Genetics

Drano is made out of atoms

>atoms are everywhere in your food
>you're made of atoms
>how can eating atoms be dangerous?

>make revolutionary gmo technology
>have lots of outside pressure from people to prove your food is safe
>do it
>oh well you're biased
actually I guess they could just get a third party, but who
my plant bio prof said the worst they found was a miniscule possibility that some proteins could be allergenic to some people (in which case it's a them problem for being allergic)

People have been eating GMO for decades now and they are fine.

Of more concern is hormonal byproducts accumulating in the drinking water. Genetically modifying livestock so they don't require hormones would be the fix to this, but you have to get the cucks out of the way first.

Atoms are quarks

>elementary particles are everywhere in your food
>you're made out of elementary particles
>how can eating elementary particles be dangerous?

its a fair point though

Then again what is exactly in GMO that causes health issues? As long as you're not adding any genes that produce dangerous proteins

It's the duty of companies and authorities to ensure these products do not contain things like that, as is the case with any other food source of any origin.

The truth is it is very dangerous. This is because we aren't very good at it. Three people have died from gene therapy trials. Even the recent CRISPR human gene editing wasn't very good, they were only able to copy a gene the embryo already had. They failed to put outside genes in. It may be the future, but it's a bit far off.

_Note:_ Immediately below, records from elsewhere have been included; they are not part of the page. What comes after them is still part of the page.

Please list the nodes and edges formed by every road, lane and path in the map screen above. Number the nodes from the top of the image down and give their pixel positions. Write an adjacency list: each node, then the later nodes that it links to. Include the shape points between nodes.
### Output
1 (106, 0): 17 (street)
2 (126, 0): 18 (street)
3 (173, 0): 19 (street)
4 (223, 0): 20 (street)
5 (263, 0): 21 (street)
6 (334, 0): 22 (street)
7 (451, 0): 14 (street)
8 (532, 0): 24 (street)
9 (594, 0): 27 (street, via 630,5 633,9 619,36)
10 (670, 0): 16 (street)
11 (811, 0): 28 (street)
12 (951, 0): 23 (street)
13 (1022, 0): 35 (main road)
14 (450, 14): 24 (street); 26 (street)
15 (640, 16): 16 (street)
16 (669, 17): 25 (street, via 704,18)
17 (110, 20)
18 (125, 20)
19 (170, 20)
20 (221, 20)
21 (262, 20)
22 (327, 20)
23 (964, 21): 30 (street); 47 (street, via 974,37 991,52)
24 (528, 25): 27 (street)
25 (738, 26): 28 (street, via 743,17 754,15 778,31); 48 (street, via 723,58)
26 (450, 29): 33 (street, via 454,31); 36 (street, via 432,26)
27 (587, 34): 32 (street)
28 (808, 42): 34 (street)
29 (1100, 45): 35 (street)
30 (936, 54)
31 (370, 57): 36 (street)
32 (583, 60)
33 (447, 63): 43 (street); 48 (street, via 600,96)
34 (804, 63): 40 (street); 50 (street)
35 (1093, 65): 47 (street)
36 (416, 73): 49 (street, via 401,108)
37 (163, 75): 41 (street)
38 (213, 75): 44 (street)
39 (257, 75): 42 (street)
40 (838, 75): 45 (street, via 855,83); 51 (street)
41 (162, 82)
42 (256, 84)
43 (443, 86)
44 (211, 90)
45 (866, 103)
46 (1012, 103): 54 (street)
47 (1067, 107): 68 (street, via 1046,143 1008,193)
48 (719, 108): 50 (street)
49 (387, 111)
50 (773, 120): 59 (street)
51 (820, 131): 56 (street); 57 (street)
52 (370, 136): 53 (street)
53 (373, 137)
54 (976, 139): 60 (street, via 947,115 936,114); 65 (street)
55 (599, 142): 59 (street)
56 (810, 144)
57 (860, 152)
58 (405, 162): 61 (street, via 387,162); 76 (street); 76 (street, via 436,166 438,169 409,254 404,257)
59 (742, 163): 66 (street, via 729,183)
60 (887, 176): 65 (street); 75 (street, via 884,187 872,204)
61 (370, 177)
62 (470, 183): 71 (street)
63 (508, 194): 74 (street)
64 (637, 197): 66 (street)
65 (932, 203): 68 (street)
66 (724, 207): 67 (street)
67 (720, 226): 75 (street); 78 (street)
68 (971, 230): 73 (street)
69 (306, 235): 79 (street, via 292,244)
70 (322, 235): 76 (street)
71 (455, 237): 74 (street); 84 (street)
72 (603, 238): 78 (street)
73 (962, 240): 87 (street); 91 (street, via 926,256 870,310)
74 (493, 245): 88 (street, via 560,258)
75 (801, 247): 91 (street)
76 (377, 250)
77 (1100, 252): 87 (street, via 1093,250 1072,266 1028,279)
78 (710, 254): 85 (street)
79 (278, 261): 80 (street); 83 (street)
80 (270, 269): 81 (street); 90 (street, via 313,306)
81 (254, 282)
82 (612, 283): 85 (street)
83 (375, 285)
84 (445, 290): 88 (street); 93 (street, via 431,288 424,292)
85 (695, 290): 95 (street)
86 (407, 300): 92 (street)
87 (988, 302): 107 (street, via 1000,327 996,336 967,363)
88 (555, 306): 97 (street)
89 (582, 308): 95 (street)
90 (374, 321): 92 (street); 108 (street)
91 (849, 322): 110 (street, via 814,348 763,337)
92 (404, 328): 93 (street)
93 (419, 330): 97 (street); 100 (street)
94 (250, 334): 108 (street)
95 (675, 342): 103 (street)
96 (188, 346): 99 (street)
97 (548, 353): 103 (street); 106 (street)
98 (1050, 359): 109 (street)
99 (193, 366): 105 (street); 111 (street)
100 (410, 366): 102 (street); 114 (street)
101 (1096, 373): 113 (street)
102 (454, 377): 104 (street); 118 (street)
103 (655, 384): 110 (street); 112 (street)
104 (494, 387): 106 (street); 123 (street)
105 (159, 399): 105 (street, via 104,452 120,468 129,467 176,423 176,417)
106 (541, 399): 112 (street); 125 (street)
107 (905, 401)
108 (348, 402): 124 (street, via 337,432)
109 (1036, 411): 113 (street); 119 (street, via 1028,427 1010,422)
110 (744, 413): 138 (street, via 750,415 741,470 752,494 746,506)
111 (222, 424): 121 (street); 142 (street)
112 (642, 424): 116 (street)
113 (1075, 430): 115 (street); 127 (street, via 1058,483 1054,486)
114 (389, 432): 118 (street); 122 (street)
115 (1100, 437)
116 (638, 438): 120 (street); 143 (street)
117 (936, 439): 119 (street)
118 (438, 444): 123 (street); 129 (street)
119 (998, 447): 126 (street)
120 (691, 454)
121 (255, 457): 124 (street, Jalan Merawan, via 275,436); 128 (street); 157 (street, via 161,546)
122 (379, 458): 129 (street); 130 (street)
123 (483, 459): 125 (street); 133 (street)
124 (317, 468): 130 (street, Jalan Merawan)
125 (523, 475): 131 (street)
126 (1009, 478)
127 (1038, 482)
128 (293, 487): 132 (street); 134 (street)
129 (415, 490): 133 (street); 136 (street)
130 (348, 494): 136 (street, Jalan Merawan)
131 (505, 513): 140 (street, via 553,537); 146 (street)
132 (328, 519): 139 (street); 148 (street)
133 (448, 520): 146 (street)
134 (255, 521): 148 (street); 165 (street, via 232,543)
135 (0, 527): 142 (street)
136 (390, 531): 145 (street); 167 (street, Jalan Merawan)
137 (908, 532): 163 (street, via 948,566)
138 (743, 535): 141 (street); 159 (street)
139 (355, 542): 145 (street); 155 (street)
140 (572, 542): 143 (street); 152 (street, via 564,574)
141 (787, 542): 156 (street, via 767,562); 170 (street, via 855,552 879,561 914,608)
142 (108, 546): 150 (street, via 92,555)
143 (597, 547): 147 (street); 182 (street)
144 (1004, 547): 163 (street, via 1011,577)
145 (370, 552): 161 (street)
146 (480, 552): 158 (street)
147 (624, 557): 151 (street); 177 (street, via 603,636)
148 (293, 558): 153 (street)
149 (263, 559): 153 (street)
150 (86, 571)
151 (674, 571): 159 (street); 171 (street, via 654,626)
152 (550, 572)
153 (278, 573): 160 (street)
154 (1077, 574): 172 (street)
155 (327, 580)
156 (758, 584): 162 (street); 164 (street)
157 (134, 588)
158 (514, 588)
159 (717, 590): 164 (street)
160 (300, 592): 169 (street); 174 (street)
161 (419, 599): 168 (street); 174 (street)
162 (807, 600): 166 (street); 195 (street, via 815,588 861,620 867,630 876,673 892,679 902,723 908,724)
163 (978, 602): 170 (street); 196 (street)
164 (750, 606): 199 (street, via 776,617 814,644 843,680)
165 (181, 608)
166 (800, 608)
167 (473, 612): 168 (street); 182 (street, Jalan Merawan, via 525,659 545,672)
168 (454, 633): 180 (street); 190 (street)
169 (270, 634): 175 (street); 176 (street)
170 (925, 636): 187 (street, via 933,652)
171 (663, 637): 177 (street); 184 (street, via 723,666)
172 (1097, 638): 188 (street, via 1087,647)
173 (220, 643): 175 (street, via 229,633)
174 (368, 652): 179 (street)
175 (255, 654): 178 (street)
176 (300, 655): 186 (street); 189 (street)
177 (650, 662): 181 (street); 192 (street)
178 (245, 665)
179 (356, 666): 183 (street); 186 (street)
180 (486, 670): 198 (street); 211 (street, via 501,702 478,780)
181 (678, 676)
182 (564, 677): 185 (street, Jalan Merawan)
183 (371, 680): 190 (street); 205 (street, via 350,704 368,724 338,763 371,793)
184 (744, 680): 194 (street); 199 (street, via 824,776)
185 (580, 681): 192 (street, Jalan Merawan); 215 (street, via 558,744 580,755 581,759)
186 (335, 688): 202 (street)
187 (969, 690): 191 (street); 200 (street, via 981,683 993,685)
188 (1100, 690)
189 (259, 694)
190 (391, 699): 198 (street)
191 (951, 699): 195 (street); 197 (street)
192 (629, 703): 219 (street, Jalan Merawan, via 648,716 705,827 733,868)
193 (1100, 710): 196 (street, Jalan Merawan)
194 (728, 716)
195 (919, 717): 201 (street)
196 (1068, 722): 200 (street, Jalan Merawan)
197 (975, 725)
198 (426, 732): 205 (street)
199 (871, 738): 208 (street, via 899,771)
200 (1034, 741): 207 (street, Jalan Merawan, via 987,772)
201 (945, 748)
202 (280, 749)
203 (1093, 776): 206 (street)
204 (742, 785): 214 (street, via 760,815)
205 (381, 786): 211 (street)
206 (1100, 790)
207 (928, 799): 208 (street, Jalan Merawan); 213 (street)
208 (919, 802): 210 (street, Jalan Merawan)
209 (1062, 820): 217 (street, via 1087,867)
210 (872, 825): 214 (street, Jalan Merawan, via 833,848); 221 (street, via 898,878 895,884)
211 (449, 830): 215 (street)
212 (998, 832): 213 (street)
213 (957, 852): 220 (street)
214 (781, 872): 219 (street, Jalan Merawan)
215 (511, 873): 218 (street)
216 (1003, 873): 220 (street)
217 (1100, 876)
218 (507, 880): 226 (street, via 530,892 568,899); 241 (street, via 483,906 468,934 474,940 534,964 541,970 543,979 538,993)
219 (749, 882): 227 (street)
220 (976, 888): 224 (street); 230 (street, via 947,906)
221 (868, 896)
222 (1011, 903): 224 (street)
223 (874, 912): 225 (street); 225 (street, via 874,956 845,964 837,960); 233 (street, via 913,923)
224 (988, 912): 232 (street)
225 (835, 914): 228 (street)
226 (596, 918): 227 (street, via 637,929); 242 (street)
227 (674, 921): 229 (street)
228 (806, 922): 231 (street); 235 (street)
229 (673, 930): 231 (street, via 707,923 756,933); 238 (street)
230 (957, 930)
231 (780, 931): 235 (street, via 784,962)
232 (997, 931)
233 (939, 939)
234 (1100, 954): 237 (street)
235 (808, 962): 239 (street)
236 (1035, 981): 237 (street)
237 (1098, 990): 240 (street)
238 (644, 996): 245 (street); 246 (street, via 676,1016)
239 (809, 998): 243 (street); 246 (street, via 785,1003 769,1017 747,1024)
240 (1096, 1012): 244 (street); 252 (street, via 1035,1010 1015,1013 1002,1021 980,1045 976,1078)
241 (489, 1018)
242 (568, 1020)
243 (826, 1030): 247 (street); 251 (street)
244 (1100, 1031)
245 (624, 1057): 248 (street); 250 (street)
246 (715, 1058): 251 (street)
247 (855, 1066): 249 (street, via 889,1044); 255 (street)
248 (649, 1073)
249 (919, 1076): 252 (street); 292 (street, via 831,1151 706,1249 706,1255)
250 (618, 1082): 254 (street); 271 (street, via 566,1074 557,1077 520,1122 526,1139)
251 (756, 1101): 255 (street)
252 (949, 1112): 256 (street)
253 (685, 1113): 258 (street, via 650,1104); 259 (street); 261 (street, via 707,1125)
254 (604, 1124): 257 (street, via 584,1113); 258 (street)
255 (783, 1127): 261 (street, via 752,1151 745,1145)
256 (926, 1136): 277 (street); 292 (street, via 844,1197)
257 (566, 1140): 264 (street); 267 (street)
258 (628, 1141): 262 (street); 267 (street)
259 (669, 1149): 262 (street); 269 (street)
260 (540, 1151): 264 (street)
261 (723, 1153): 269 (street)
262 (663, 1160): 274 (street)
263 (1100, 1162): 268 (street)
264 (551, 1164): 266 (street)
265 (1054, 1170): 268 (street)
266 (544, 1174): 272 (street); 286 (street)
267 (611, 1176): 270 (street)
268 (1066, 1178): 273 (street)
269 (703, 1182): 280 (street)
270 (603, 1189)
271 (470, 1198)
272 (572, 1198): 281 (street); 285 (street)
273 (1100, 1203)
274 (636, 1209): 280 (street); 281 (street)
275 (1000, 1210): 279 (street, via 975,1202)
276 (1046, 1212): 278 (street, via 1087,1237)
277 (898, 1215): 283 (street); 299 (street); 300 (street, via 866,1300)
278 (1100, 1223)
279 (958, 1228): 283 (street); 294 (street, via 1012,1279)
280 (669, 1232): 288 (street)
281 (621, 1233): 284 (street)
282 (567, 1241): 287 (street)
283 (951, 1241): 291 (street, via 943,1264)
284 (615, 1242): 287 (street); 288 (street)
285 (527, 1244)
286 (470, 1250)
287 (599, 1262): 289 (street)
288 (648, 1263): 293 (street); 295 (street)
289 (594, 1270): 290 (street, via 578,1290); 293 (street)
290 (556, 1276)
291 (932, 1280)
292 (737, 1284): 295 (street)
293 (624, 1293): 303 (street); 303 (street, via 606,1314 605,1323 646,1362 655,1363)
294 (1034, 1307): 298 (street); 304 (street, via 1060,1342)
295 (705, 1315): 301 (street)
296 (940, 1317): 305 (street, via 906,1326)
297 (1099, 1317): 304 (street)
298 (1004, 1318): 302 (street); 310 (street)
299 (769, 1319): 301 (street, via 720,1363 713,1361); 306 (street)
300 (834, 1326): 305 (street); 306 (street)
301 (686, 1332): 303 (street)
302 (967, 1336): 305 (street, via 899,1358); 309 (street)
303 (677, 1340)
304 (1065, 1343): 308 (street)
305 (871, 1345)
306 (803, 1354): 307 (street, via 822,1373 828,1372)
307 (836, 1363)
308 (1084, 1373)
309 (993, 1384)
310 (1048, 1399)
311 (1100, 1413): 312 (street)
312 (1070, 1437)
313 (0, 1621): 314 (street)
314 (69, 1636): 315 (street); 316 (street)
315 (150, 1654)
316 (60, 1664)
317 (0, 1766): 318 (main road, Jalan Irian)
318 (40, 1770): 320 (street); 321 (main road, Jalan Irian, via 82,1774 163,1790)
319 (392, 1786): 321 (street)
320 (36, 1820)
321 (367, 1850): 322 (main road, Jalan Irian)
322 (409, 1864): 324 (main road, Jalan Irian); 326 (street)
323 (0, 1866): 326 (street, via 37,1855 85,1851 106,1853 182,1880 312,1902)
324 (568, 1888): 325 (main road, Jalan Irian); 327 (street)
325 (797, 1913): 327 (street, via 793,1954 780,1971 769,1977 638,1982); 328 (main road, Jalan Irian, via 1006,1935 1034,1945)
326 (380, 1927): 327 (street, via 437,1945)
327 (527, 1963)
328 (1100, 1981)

>invariable it's some numale
It's usually christcucks

Your real concern should be modern farming which is unsustainable and will eventually and ironically turn the farmland into a desert.

This made me laugh, thanks, user.

This guy is on the money.

GMOs don't magically enrich the soil. Even if we develop plants that generate produce 5 times the mass of current crops; you can't plant it in the Sahara desert. The amount of usable carbohydrates in the soil itself is limited, no matter how apt a GMO would be at extracting it from the soil.

So, we need extensive soil-enrichment a lot more than we need crop GMOs. Which is why we should invest more in ecological studies and short-term terraforming in which microscopic GMOs can prove instrumental.

As for modifying animals and humans. Well, we've already been doing that in much cruder ways. I'm sure in a few decades we might have some reliable methods to do it with safely.

The ethics question is a bit irrelevant. Someone, somewhere, will do it.